The Midnight Flight of the Mattress Riders

Friday, Jan. 4, 2013 2:23 am | By Adam Barrett ’08

 

Beneath Grinnell’s academic veneer, there lies a secret world. In this world, shadowy figures converge by a signal known only to them, unleash weeks of pent-up glee, and vanish in the haze. It is a world we hear of in legend and rumor, a world that keeps its secrets.

Mischief is always best kept secret.

Many tales are told of revels conducted in the dark of night: roller chair races, steam tunnel spelunking, naked kite-flying.
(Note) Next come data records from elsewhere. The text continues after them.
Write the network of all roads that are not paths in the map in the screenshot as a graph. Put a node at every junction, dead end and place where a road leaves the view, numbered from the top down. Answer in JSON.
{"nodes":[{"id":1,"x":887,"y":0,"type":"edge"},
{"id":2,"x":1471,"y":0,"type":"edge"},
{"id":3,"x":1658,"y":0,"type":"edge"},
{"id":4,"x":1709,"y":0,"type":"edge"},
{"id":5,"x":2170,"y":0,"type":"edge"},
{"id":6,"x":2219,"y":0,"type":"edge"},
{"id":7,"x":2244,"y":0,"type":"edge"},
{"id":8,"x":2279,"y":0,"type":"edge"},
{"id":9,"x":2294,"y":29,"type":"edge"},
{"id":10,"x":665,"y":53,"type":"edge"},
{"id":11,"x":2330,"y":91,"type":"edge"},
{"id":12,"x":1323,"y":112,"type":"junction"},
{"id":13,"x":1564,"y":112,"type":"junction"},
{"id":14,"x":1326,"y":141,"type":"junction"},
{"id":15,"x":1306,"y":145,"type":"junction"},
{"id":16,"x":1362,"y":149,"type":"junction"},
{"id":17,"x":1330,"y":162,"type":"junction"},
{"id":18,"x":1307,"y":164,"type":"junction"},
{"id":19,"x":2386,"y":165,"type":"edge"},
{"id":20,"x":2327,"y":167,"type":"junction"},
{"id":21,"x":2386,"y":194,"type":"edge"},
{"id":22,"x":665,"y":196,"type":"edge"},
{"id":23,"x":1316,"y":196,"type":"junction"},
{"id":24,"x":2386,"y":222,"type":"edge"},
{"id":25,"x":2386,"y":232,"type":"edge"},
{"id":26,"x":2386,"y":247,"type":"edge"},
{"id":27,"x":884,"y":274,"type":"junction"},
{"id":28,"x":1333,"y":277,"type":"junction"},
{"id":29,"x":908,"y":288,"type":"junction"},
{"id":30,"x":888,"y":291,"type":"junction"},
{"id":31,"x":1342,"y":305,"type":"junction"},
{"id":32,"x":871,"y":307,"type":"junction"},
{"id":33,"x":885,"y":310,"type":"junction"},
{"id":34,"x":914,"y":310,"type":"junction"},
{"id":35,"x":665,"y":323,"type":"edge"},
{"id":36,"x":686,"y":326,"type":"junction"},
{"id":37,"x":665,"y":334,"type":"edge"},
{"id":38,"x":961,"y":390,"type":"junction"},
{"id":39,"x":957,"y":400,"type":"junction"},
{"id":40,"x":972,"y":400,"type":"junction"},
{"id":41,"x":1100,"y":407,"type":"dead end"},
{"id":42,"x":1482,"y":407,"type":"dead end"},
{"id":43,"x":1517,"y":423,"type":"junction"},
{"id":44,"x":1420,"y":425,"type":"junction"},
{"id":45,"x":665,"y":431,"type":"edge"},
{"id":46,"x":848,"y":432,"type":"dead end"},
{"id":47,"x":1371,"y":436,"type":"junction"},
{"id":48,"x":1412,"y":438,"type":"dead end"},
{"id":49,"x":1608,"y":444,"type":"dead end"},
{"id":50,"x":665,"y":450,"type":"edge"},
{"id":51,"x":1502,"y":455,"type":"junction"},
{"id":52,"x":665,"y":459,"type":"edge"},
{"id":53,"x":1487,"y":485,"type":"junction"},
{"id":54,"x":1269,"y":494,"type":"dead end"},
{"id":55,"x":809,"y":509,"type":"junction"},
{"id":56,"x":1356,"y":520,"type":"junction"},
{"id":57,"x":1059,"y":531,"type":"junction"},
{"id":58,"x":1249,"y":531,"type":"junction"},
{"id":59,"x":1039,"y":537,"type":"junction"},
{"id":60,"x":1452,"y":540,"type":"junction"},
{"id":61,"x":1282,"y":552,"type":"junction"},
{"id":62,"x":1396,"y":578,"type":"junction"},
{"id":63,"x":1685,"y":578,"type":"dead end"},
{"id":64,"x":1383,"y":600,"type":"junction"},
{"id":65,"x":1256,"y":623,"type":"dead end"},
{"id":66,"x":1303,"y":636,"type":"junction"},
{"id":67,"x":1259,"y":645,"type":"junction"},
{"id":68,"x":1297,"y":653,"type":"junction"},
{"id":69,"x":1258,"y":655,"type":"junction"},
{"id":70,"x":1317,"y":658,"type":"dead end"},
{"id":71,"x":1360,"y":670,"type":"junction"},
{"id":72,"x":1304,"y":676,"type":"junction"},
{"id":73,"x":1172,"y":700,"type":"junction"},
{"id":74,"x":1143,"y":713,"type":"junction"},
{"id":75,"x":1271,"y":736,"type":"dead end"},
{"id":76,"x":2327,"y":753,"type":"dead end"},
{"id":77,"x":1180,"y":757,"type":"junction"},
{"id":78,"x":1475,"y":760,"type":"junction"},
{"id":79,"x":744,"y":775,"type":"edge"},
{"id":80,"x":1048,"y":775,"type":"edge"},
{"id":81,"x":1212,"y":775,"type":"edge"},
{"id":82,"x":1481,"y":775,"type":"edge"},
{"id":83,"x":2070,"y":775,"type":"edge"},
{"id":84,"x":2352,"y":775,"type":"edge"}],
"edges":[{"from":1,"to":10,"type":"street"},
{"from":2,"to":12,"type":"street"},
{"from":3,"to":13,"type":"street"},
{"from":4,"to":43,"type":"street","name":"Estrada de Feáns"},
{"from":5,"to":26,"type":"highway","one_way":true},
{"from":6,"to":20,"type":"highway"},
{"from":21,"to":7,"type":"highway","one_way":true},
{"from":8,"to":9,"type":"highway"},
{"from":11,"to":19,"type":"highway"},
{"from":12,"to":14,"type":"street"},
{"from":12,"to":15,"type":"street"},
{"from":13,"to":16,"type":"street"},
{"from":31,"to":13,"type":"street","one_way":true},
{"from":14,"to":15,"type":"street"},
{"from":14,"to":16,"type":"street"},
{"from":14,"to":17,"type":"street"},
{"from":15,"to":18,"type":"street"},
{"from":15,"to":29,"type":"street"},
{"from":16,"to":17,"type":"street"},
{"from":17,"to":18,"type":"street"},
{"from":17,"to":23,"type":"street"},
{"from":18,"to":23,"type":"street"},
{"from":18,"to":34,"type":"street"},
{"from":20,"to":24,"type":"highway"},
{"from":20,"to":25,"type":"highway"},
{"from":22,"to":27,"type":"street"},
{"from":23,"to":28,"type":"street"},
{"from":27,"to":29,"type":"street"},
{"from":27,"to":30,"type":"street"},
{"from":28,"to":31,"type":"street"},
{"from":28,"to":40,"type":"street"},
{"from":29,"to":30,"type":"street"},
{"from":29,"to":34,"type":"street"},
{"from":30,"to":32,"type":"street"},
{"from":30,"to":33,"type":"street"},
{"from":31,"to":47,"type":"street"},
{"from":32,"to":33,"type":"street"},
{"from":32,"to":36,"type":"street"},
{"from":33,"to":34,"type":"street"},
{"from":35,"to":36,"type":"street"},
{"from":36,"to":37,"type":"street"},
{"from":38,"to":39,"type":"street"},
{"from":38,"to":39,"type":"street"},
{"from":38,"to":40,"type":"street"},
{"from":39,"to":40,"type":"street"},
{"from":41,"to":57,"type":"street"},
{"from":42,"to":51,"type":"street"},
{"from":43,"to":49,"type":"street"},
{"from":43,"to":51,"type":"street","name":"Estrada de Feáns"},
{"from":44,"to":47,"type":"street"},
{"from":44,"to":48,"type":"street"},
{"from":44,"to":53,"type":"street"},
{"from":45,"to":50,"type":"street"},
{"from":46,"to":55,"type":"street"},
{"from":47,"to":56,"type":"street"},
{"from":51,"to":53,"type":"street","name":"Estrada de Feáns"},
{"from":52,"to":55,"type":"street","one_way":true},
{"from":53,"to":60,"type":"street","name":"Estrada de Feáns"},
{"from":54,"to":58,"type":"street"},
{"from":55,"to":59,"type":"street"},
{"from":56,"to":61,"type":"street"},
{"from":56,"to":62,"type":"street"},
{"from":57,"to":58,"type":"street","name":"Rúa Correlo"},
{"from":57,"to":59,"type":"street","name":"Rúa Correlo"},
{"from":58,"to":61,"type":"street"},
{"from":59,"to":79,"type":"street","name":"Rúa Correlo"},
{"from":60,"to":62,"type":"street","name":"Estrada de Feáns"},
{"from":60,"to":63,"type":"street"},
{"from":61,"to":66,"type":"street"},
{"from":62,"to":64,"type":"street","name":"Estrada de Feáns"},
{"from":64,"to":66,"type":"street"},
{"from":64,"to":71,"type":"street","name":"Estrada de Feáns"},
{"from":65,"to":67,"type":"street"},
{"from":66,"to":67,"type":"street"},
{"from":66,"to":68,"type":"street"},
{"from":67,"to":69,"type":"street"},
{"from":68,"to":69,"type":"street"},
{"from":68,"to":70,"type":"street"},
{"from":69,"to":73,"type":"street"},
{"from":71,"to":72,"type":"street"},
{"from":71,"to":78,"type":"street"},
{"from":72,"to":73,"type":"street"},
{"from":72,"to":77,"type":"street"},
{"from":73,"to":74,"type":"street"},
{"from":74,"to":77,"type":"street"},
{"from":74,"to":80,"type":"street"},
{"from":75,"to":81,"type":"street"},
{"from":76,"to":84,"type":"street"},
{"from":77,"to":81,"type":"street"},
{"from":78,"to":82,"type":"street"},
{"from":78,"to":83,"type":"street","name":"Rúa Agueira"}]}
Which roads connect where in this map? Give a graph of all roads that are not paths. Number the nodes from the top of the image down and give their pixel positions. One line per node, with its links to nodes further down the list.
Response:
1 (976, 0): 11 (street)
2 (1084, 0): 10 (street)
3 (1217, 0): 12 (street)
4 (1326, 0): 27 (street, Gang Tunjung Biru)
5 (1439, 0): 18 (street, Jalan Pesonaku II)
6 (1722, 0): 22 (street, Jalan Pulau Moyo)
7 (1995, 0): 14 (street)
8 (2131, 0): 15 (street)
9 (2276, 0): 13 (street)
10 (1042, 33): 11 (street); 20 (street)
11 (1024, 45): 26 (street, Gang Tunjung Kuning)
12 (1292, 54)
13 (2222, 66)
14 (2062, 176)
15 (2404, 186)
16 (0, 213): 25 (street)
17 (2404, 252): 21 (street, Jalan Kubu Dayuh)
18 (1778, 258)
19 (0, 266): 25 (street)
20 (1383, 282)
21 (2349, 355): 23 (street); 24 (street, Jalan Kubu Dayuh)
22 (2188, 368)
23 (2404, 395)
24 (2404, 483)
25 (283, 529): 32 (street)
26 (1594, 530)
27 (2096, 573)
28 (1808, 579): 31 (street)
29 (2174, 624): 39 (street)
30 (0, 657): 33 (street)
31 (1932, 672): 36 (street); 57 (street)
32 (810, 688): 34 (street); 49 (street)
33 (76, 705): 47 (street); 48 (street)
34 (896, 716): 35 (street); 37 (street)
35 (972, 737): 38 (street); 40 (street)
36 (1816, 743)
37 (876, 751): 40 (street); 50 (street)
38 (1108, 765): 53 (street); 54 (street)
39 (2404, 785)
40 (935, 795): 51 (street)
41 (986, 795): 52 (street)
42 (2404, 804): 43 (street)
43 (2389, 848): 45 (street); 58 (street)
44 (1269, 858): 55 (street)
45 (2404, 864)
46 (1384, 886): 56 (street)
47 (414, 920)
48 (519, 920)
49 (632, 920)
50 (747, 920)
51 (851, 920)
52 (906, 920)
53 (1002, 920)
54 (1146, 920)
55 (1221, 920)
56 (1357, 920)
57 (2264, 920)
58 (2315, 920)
Among these, only one brings the giddy thrill of downhill motion to the academic sanctum of the Alumni Recitation Hall: mattress sledding.

The story goes as follows: when the stars align and the wind is right, and when the scent of 10-page papers lies on campus like a slab of rancid butter, a band of rogues assembles. With bravado as their only armor, they leave the dorms with a mattress hefted over their heads. They send out a silent call. In ARH, the fun begins. Moments later, young students chancing to leave the computer lab will be invited to experience delight in its purest form. They will be offered a seat at the top of the stairs, on a mattress going down.

The mattress descends only half a flight, but oh, what a flight it is. Alone or in tightly embracing knots of friends, silent or whooping with joy, the riders dive like falcons down the stairs and glide to a gentle stop in the hall below. The moment a rider dismounts, waiting arms grab the mattress and haul it again to the top, where the next rider will step on.

As with any legend, the revelation opens the door to deeper mystery. Who are these midnight riders? Do they not have homework? Are they the same who run naked in the fields, who roll in chairs down the tile halls of Noyce? Why a mattress, and not a sled or plastic tray? Can more than four safely ride? Perhaps one day the revels will be observed and recorded, and we will know for certain. But certainty brings control, and if the legends are true, the revels thrive on freedom. Perhaps it is best, then, that they remain cloaked in shadow, a mystery to be explored and explored again by each coming generation.

Adam Barrett '08 is an English major from Norman, Oklahoma.